Effect of Ce doping on the structure and magnetic properties of manganese-zinc ferrite
摘要
The rapid advancement of high-frequency electronic devices has raised growing public concern regarding electromagnetic pollution, leading to an urgent demand for magnetic materials that exhibit excellent soft magnetic properties alongside low energy loss. In this study, cerium-doped manganese-zinc spinel ferrite Mn0.6Zn0.4CexFe2-xO4 (x = 0.000 ~ 0.025) was synthesized using microwave-assisted solid-state sintering. The influence of cerium doping on the structural, microstructural, and magnetic properties of the material was systematically investigated through X-ray diffraction (XRD), scanning electron microscopy (SEM), Fourier-transform infrared spectroscopy (FTIR), vibrating sample magnetometry (VSM), and precision impedance analysis (LCR).
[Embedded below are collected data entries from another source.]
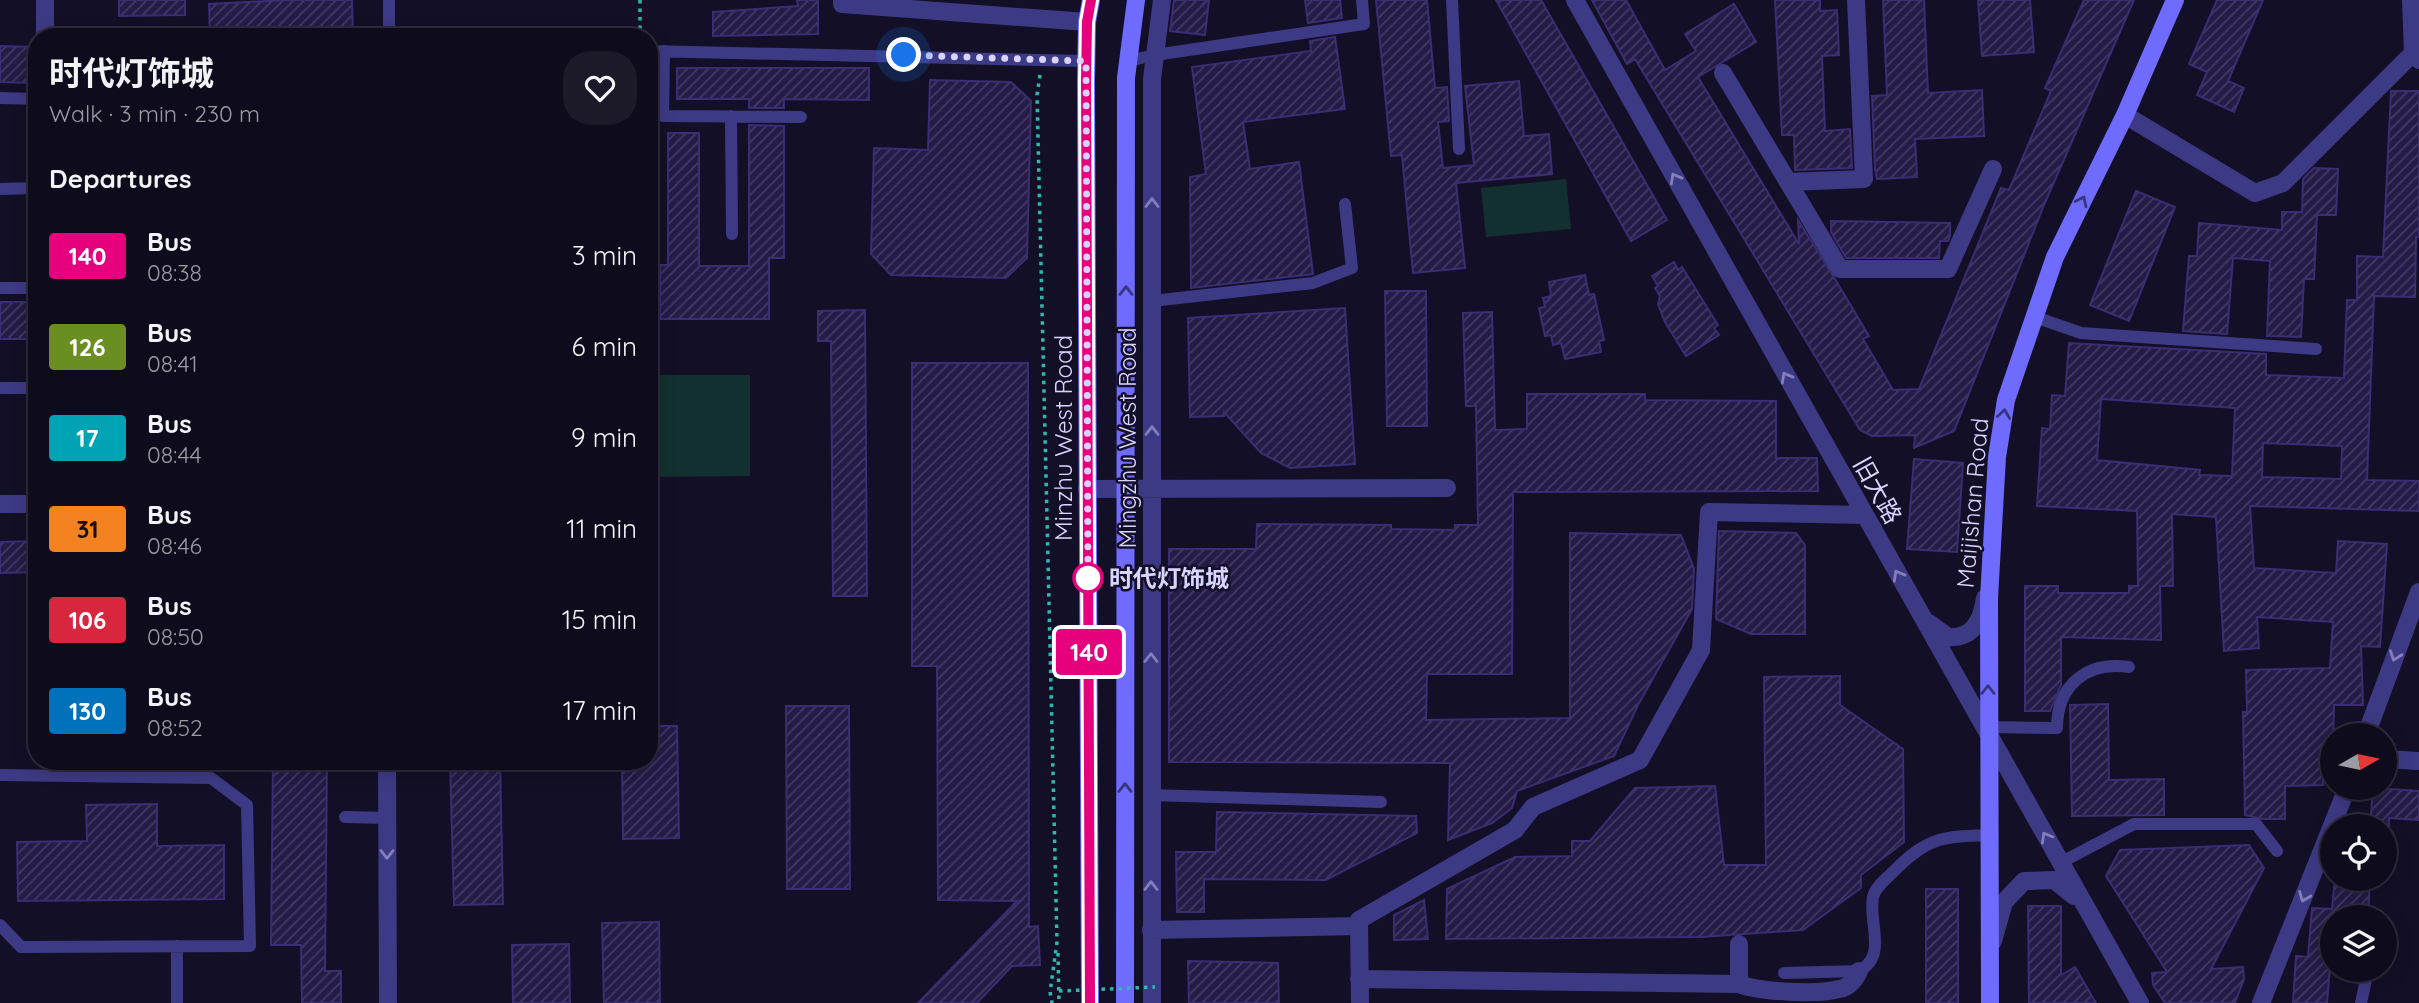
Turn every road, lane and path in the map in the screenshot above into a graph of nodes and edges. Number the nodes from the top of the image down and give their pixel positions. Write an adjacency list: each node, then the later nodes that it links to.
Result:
1 (45, 0): 15 (street)
2 (389, 0): 16 (lane)
3 (640, 0): 17 (path)
4 (842, 0): 14 (street)
5 (1091, 0): 14 (main road, Minzhu West Road)
6 (1136, 0): 24 (main road)
7 (1162, 0): 20 (street, Mingzhu West Road)
8 (1362, 0): 20 (lane)
9 (1452, 0): 31 (lane)
10 (1575, 0): 51 (street, 旧大路, one-way to 10)
11 (1856, 0): 33 (street)
12 (2175, 0): 28 (main road, Maijishan Road)
13 (2411, 0): 21 (street)
14 (1087, 22): 23 (main road, Minzhu West Road)
15 (45, 28)
16 (389, 28)
17 (640, 28)
18 (658, 51): 19 (lane)
19 (664, 51): 22 (lane); 29 (lane)
20 (1155, 55): 24 (lane); 40 (street, Mingzhu West Road, one-way to 20)
21 (2416, 56): 28 (street)
22 (1043, 59): 23 (lane); 74 (path)
23 (1086, 61): 46 (main road, Minzhu West Road)
24 (1128, 61): 47 (main road, one-way to 24)
25 (1723, 73): 33 (street)
26 (0, 99): 27 (lane)
27 (28, 99)
28 (2125, 115): 41 (main road, Maijishan Road, one-way to 28)
29 (731, 116): 30 (lane); 37 (lane)
30 (801, 117)
31 (1459, 149)
32 (1993, 169): 33 (street)
33 (1788, 182)
34 (28, 188): 35 (lane)
35 (0, 189)
36 (1345, 204): 40 (lane)
37 (732, 234)
38 (0, 288): 39 (lane)
39 (28, 288)
40 (1152, 301): 48 (street, Mingzhu West Road, one-way to 40)
41 (2035, 317): 42 (lane); 52 (main road, Maijishan Road, one-way to 41)
42 (2316, 349)
43 (0, 388): 44 (lane)
44 (28, 388)
45 (1447, 488): 48 (street)
46 (1087, 489): 47 (street); 89 (main road, Minzhu West Road)
47 (1126, 489): 48 (street); 90 (main road, one-way to 47)
48 (1152, 489): 62 (street, Mingzhu West Road, one-way to 48)
49 (0, 504): 50 (street)
50 (28, 504)
51 (1864, 516): 54 (street, 旧大路, one-way to 51); 71 (street)
52 (1992, 554): 54 (street); 57 (main road, Maijishan Road, one-way to 52)
53 (2419, 592): 56 (street, one-way to 56)
54 (1913, 603): 57 (street, 旧大路)
55 (2129, 667): 57 (lane)
56 (2370, 723)
57 (1988, 732): 67 (main road, Maijishan Road); 69 (street, 旧大路, one-way to 57)
58 (2398, 760): 59 (street)
59 (2419, 761)
60 (387, 770): 66 (street)
61 (0, 775): 76 (lane)
62 (1151, 795): 64 (lane); 73 (street, Mingzhu West Road, one-way to 62)
63 (2342, 800): 94 (street, one-way to 94)
64 (1381, 802)
65 (345, 817): 66 (lane)
66 (387, 818): 86 (street, one-way to 86)
67 (1989, 835): 77 (lane); 79 (main road, Maijishan Road)
68 (2277, 851): 69 (lane)
69 (2060, 863): 72 (street, 旧大路)
70 (0, 925): 76 (lane)
71 (1359, 926): 73 (street); 80 (street)
72 (2097, 928): 79 (street); 93 (street, 旧大路)
73 (1151, 930): 84 (street, Mingzhu West Road)
74 (1057, 942): 83 (path); 87 (path)
75 (1739, 944): 82 (street)
76 (177, 946): 85 (lane)
77 (1859, 971): 78 (lane); 82 (street)
78 (1784, 973)
79 (1989, 976): 92 (main road, Maijishan Road)
80 (1359, 979): 82 (street); 91 (street)
81 (2365, 982): 95 (lane)
82 (1739, 984)
83 (1059, 991): 84 (path, bridge); 88 (path)
84 (1153, 995)
85 (177, 1003)
86 (388, 1003)
87 (1052, 1003)
88 (1059, 1003)
89 (1090, 1003)
90 (1125, 1003)
91 (1360, 1003)
92 (1990, 1003)
93 (2140, 1003)
94 (2262, 1003)
95 (2361, 1003)

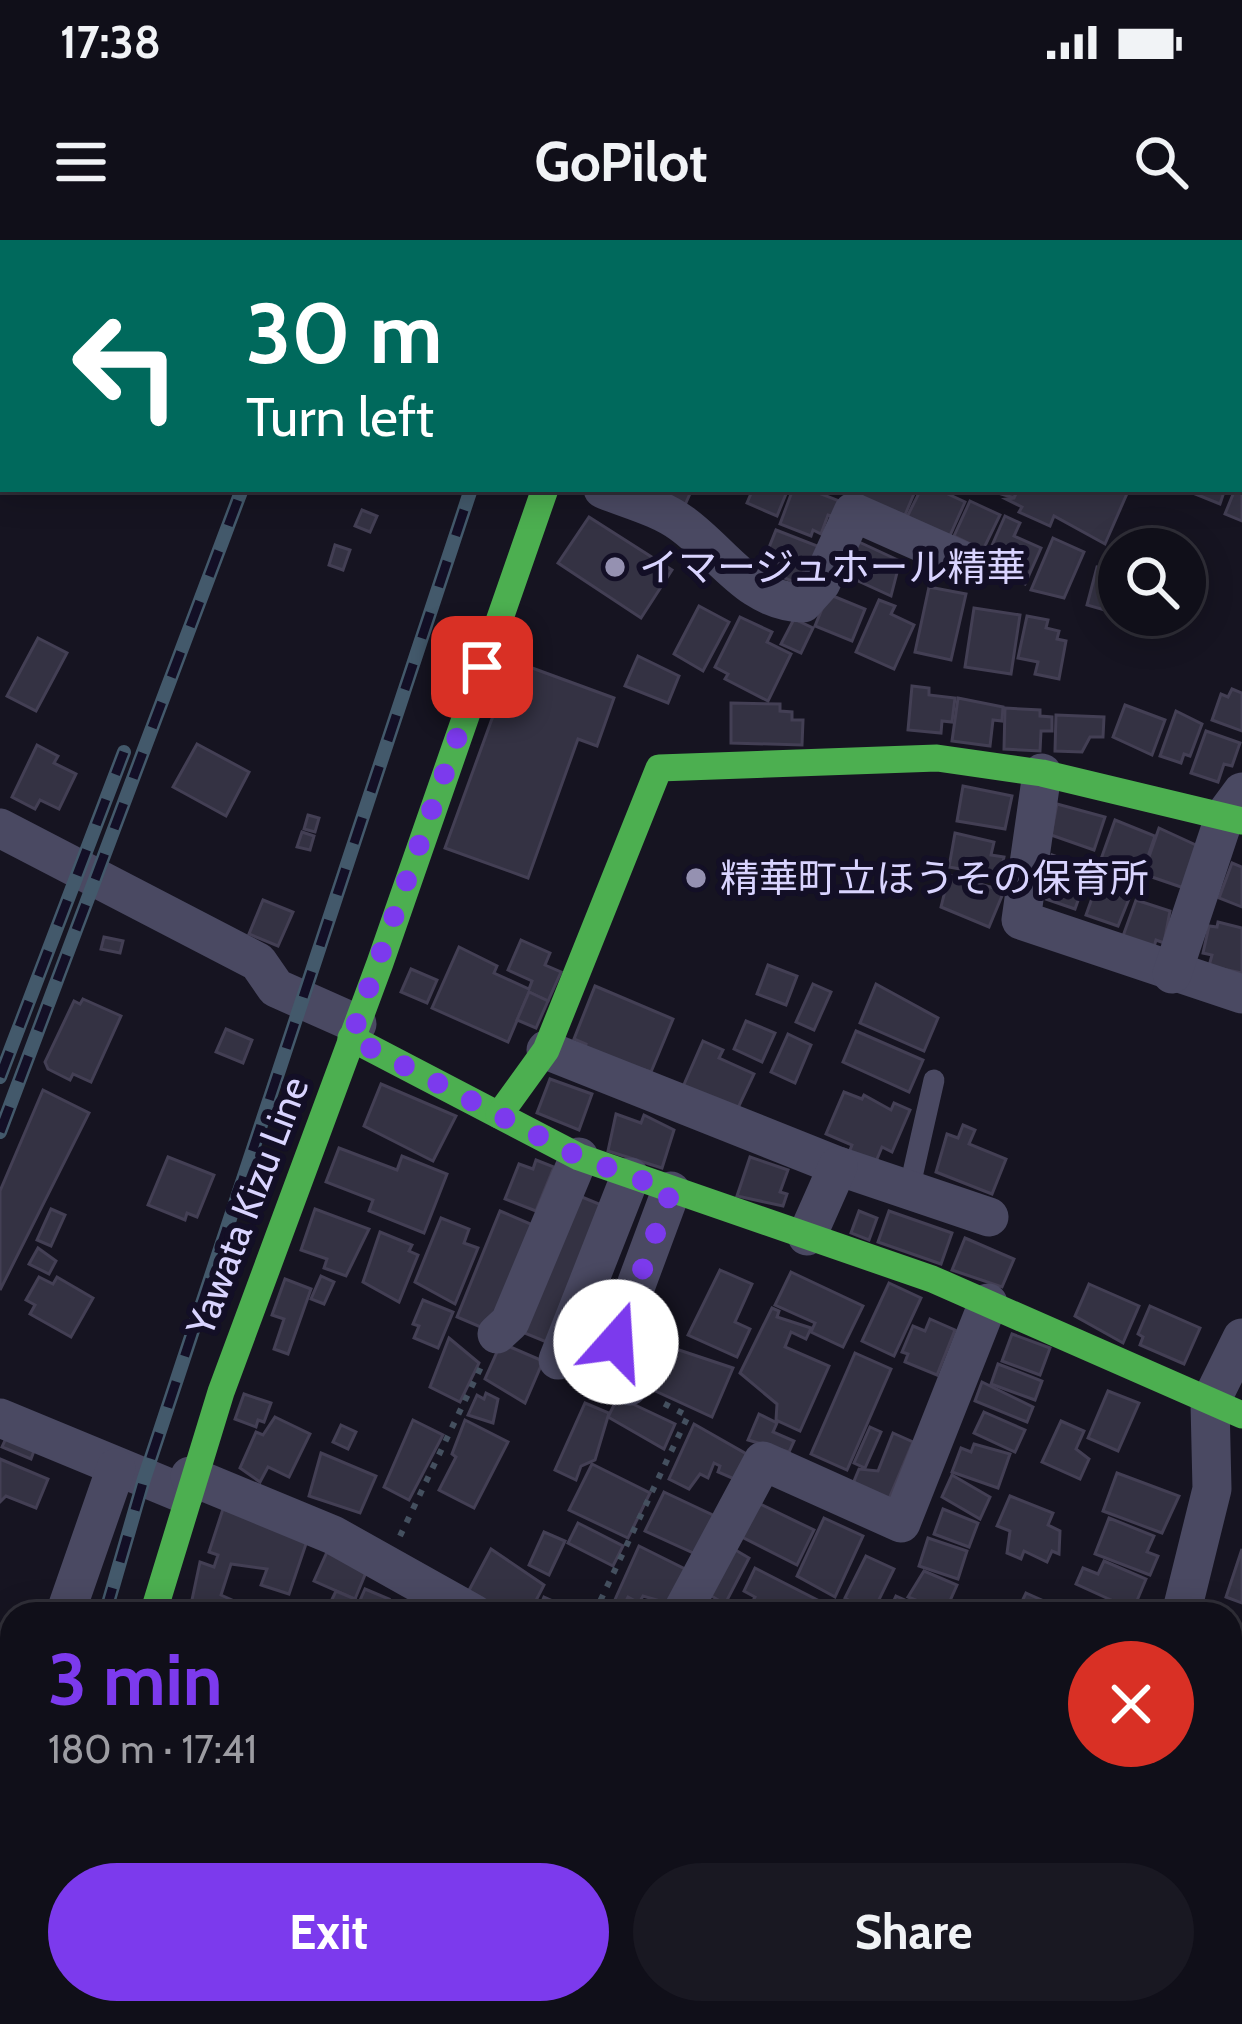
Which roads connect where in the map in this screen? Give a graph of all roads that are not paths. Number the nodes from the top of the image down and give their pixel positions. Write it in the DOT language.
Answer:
graph roads {
  1 [pos="544,492"];
  2 [pos="610,492"];
  3 [pos="977,567"];
  4 [pos="1042,773"];
  5 [pos="1236,809"];
  6 [pos="0,829"];
  7 [pos="1172,974"];
  8 [pos="1242,994"];
  9 [pos="354,1031"];
  10 [pos="546,1050"];
  11 [pos="934,1079"];
  12 [pos="499,1114"];
  13 [pos="579,1157"];
  14 [pos="838,1166"];
  15 [pos="629,1177"];
  16 [pos="909,1190"];
  17 [pos="671,1191"];
  18 [pos="989,1217"];
  19 [pos="807,1235"];
  20 [pos="988,1303"];
  21 [pos="497,1334"];
  22 [pos="1242,1338"];
  23 [pos="558,1360"];
  24 [pos="629,1386"];
  25 [pos="1226,1409"];
  26 [pos="0,1418"];
  27 [pos="116,1468"];
  28 [pos="187,1485"];
  29 [pos="69,1602"];
  30 [pos="156,1602"];
  31 [pos="453,1602"];
  32 [pos="687,1602"];
  33 [pos="1184,1602"];
  1 -- 9 [label="street, Yawata Kizu Line"];
  2 -- 3 [label="street"];
  4 -- 5 [label="street"];
  4 -- 7 [label="street"];
  4 -- 10 [label="street"];
  5 -- 7 [label="street"];
  6 -- 9 [label="street"];
  7 -- 8 [label="street"];
  9 -- 12 [label="street"];
  9 -- 28 [label="street, Yawata Kizu Line"];
  10 -- 12 [label="street"];
  10 -- 14 [label="street"];
  11 -- 16 [label="lane"];
  12 -- 13 [label="street"];
  13 -- 15 [label="street"];
  13 -- 21 [label="street"];
  14 -- 16 [label="street"];
  14 -- 19 [label="street"];
  15 -- 17 [label="street"];
  15 -- 23 [label="street"];
  16 -- 18 [label="street"];
  17 -- 19 [label="street"];
  17 -- 24 [label="street"];
  19 -- 20 [label="street"];
  20 -- 25 [label="street"];
  20 -- 32 [label="street"];
  22 -- 25 [label="street"];
  25 -- 33 [label="street"];
  26 -- 27 [label="street"];
  27 -- 28 [label="street"];
  27 -- 29 [label="street"];
  28 -- 30 [label="street, Yawata Kizu Line"];
  28 -- 31 [label="street"];
}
The results demonstrate that a single-phase manganese-zinc ferrite structure is maintained when the rare earth doping level is x ≤ 0.015. With increasing Ce content, the unit cell volume expands due to the incorporation of larger Ce3+ ions into the lattice. The average grain size of the sintered samples ranges from 2.7 to 3.6 μm. FTIR analysis reveals two characteristic absorption bands corresponding to Fe3+–O2− vibrations, located between 548.74 and 554.53 cm−1 (ν1) and 418.55 cm−1 and 420.48 cm−1 (ν2), respectively, confirming the formation of the spinel ferrite structure. Magnetic measurements show that saturation magnetization and coercivity reach optimal values at a doping concentration of x = 0.020, with saturation magnetization attaining 73.14 emu/g and coercivity measuring 5.20 Oe. LCR impedance analysis indicates that cerium doping effectively suppresses the rate of increase of the magnetic loss tangent (tan δ) with frequency. This improvement is attributed to the suppression of eddy current effects, resulting in significantly reduced eddy current losses, thereby enhancing the material’s suitability for high-frequency applications.